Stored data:
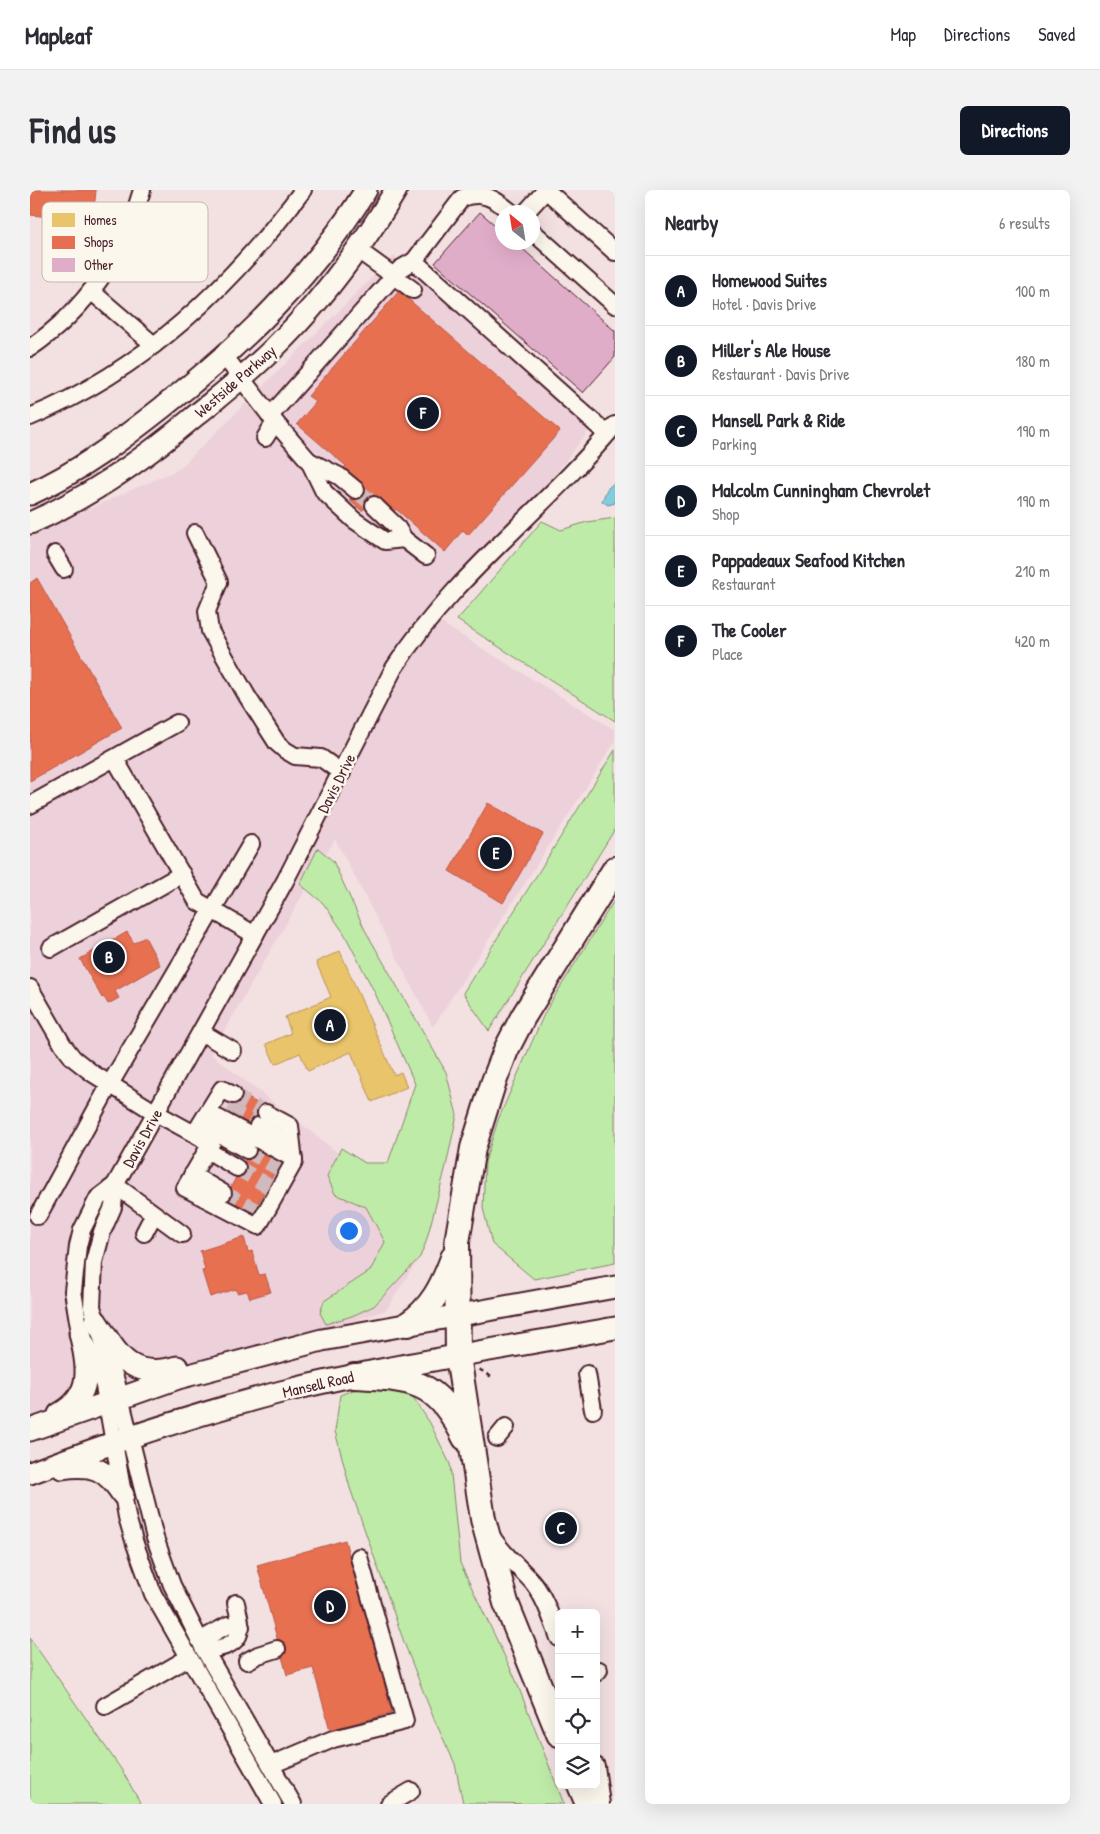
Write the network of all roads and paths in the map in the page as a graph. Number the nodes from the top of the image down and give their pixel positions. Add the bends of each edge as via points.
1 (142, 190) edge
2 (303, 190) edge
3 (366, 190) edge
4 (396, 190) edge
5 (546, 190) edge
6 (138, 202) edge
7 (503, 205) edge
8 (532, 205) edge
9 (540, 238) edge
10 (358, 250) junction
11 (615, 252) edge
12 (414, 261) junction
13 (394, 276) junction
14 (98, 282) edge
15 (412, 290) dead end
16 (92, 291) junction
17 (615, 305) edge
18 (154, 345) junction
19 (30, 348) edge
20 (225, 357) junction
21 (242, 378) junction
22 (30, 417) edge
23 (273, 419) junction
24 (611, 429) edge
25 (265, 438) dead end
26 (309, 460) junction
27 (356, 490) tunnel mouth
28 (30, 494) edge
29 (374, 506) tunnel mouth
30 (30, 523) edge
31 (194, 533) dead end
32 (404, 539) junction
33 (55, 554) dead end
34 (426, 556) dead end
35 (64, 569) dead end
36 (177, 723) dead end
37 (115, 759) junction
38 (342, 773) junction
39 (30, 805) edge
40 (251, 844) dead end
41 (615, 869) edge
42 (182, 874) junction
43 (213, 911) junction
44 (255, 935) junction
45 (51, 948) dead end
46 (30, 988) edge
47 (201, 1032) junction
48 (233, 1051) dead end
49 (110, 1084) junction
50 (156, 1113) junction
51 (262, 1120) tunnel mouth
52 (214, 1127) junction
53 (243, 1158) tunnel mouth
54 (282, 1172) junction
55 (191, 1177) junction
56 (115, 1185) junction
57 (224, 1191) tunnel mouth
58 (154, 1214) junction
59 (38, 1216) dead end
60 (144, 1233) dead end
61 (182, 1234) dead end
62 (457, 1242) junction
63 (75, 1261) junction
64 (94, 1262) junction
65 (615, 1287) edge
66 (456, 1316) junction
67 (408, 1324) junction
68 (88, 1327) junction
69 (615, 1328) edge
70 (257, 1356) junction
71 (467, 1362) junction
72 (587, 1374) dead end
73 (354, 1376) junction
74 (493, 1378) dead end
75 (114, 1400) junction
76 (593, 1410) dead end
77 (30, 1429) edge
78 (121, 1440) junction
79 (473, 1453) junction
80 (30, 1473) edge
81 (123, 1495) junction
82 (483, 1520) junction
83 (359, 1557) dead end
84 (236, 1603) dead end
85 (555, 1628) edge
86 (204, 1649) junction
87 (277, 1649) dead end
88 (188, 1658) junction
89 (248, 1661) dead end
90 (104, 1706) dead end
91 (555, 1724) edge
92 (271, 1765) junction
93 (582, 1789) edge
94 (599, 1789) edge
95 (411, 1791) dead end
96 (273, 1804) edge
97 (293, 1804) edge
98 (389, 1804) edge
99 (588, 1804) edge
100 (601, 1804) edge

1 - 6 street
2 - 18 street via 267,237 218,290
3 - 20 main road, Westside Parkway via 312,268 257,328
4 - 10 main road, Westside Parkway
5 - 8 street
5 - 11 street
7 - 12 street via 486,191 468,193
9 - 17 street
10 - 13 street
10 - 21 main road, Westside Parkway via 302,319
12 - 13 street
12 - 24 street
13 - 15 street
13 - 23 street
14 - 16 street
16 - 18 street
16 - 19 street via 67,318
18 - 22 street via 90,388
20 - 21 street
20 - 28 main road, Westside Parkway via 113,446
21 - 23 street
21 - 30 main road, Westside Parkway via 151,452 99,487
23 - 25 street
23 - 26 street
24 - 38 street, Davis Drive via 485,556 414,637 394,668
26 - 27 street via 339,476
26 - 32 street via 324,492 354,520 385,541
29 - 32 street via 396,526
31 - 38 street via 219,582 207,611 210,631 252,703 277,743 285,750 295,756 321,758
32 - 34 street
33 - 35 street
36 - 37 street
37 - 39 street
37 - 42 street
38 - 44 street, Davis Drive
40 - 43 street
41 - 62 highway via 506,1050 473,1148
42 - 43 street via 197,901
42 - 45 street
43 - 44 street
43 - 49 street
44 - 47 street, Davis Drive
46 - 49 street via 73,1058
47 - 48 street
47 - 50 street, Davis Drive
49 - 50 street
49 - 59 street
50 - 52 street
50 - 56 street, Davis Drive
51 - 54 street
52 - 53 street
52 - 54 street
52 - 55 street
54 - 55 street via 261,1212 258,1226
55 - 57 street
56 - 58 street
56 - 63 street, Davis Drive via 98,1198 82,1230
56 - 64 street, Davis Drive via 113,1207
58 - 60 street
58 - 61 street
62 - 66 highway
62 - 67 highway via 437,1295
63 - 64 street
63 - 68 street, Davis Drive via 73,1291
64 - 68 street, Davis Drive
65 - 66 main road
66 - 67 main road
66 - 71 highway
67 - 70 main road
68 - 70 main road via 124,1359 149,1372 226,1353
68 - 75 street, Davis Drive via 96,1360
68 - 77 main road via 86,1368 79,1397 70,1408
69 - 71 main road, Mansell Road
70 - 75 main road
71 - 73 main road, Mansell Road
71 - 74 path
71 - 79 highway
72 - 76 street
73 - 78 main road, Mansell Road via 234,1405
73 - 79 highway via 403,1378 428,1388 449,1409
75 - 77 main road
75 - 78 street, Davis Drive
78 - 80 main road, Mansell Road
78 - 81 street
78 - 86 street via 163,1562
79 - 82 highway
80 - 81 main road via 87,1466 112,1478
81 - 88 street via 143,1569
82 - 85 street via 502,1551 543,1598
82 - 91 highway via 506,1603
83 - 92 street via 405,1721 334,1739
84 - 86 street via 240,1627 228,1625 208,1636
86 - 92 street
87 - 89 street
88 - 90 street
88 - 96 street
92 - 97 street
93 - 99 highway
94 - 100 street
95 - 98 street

* * *

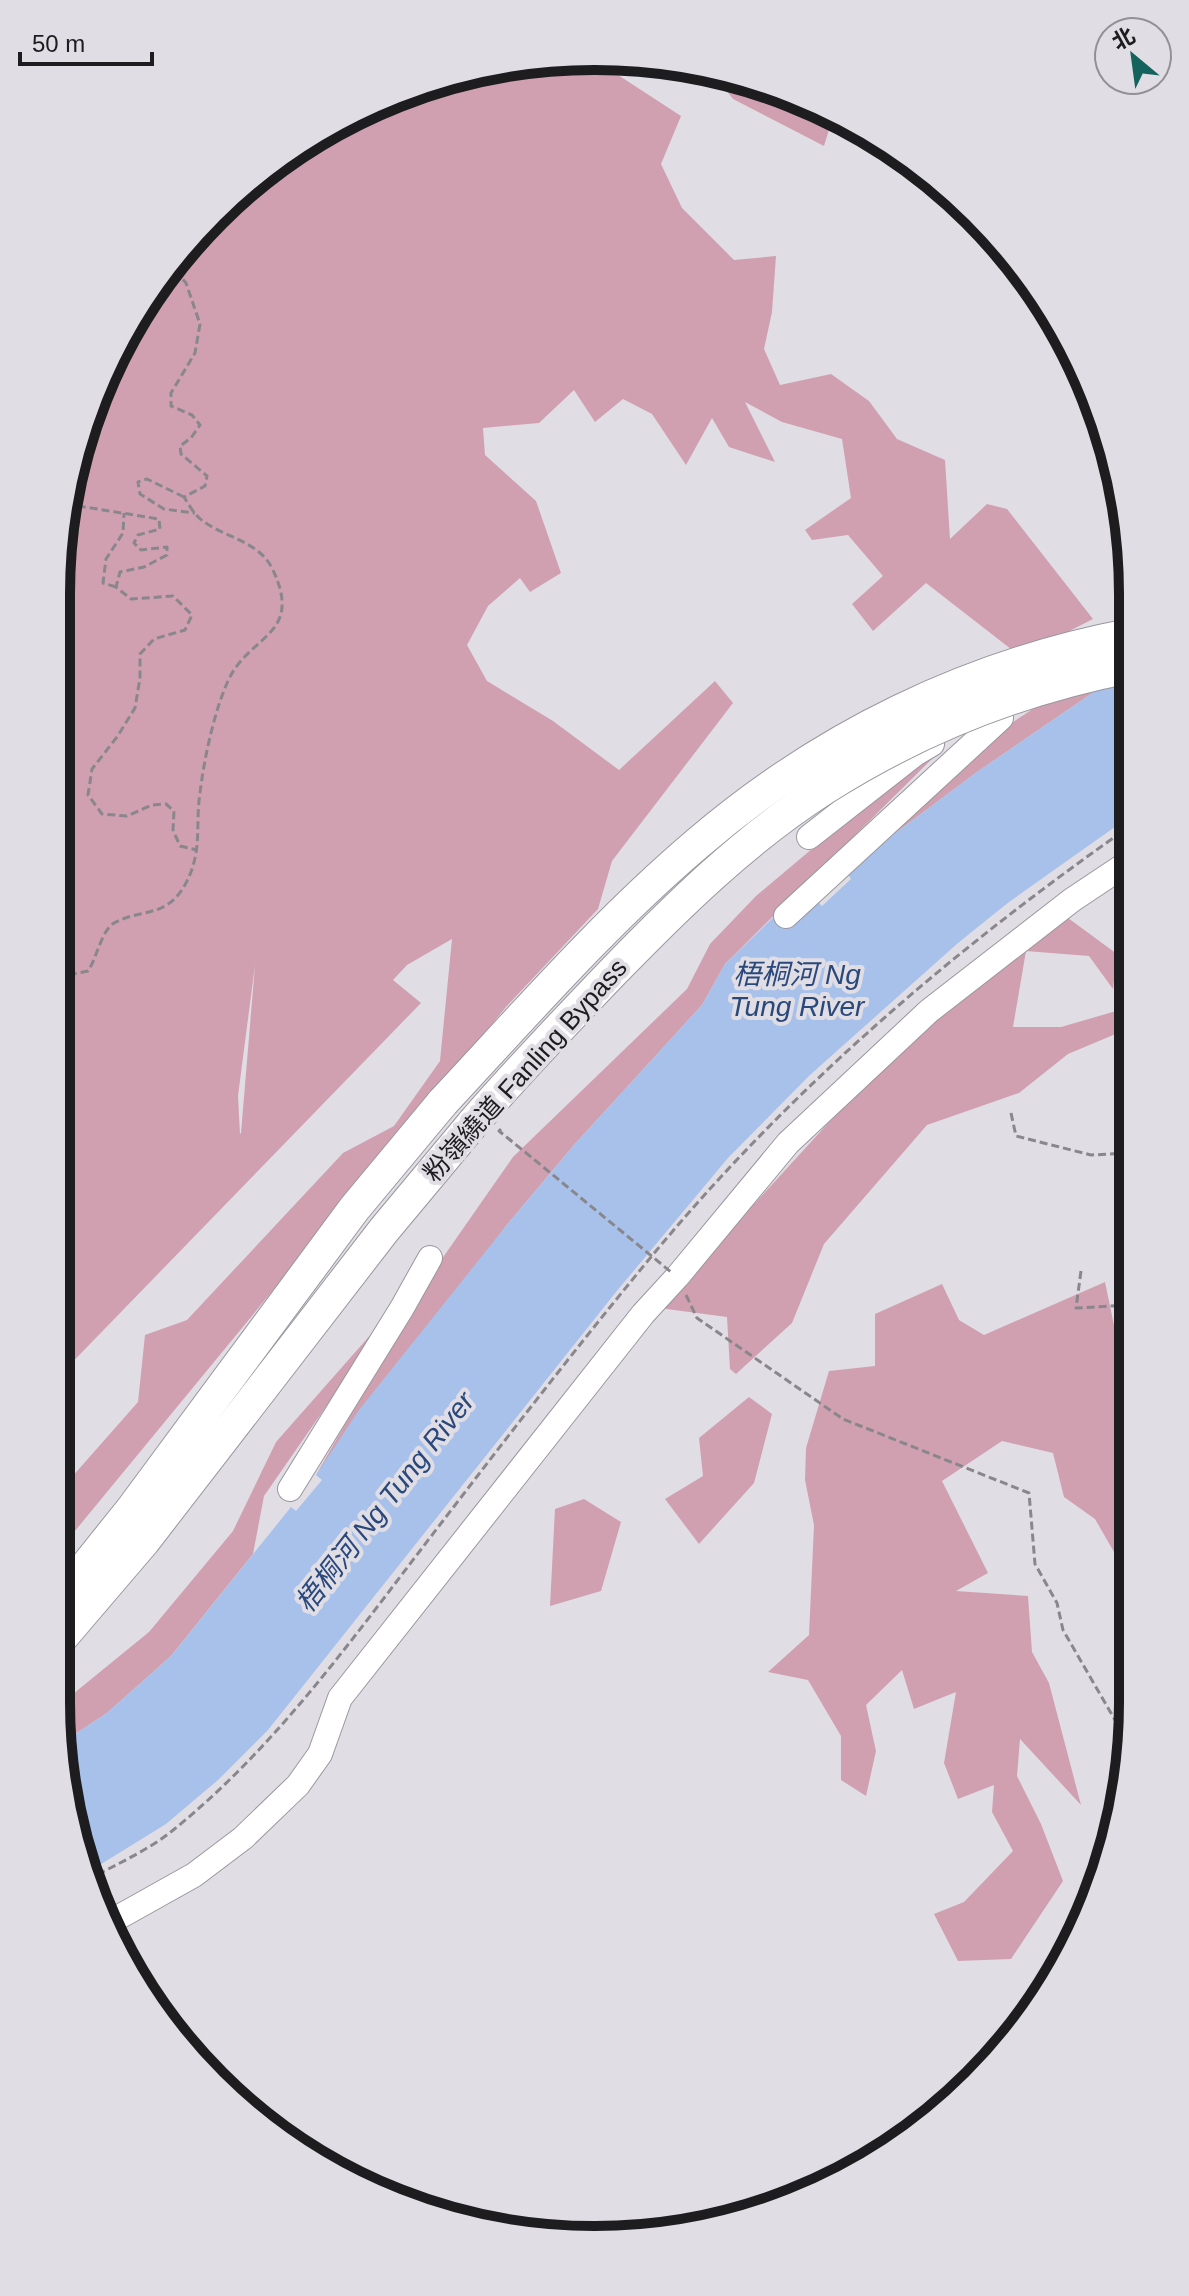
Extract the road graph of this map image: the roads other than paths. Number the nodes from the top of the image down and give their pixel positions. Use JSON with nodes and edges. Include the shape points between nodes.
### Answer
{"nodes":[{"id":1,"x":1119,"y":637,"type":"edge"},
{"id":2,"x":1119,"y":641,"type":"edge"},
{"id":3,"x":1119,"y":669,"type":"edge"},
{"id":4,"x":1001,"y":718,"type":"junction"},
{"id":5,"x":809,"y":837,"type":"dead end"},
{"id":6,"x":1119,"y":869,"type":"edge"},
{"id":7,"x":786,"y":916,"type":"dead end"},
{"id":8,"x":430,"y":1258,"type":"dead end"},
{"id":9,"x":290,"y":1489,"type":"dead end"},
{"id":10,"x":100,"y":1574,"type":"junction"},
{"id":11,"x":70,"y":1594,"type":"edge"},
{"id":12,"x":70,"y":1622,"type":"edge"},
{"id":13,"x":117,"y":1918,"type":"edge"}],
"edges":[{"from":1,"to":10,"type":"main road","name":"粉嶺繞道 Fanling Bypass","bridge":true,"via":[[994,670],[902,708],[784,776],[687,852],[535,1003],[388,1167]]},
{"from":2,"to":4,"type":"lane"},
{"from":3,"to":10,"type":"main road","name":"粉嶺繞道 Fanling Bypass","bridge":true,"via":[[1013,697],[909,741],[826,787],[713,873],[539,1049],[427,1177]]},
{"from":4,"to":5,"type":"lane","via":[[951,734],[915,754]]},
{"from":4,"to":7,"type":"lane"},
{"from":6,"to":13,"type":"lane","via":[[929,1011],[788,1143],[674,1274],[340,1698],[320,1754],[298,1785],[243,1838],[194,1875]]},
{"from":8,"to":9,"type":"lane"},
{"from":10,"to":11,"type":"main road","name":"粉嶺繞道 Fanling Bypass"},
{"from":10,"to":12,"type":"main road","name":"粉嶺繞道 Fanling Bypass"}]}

### WHAT TO WORK ON
Scan the entries above. Copy each line that has the string "highway".

### OUTPUT FOR THIS EXERCISE
41 - 62 highway via 506,1050 473,1148
62 - 66 highway
62 - 67 highway via 437,1295
66 - 71 highway
71 - 79 highway
73 - 79 highway via 403,1378 428,1388 449,1409
79 - 82 highway
82 - 91 highway via 506,1603
93 - 99 highway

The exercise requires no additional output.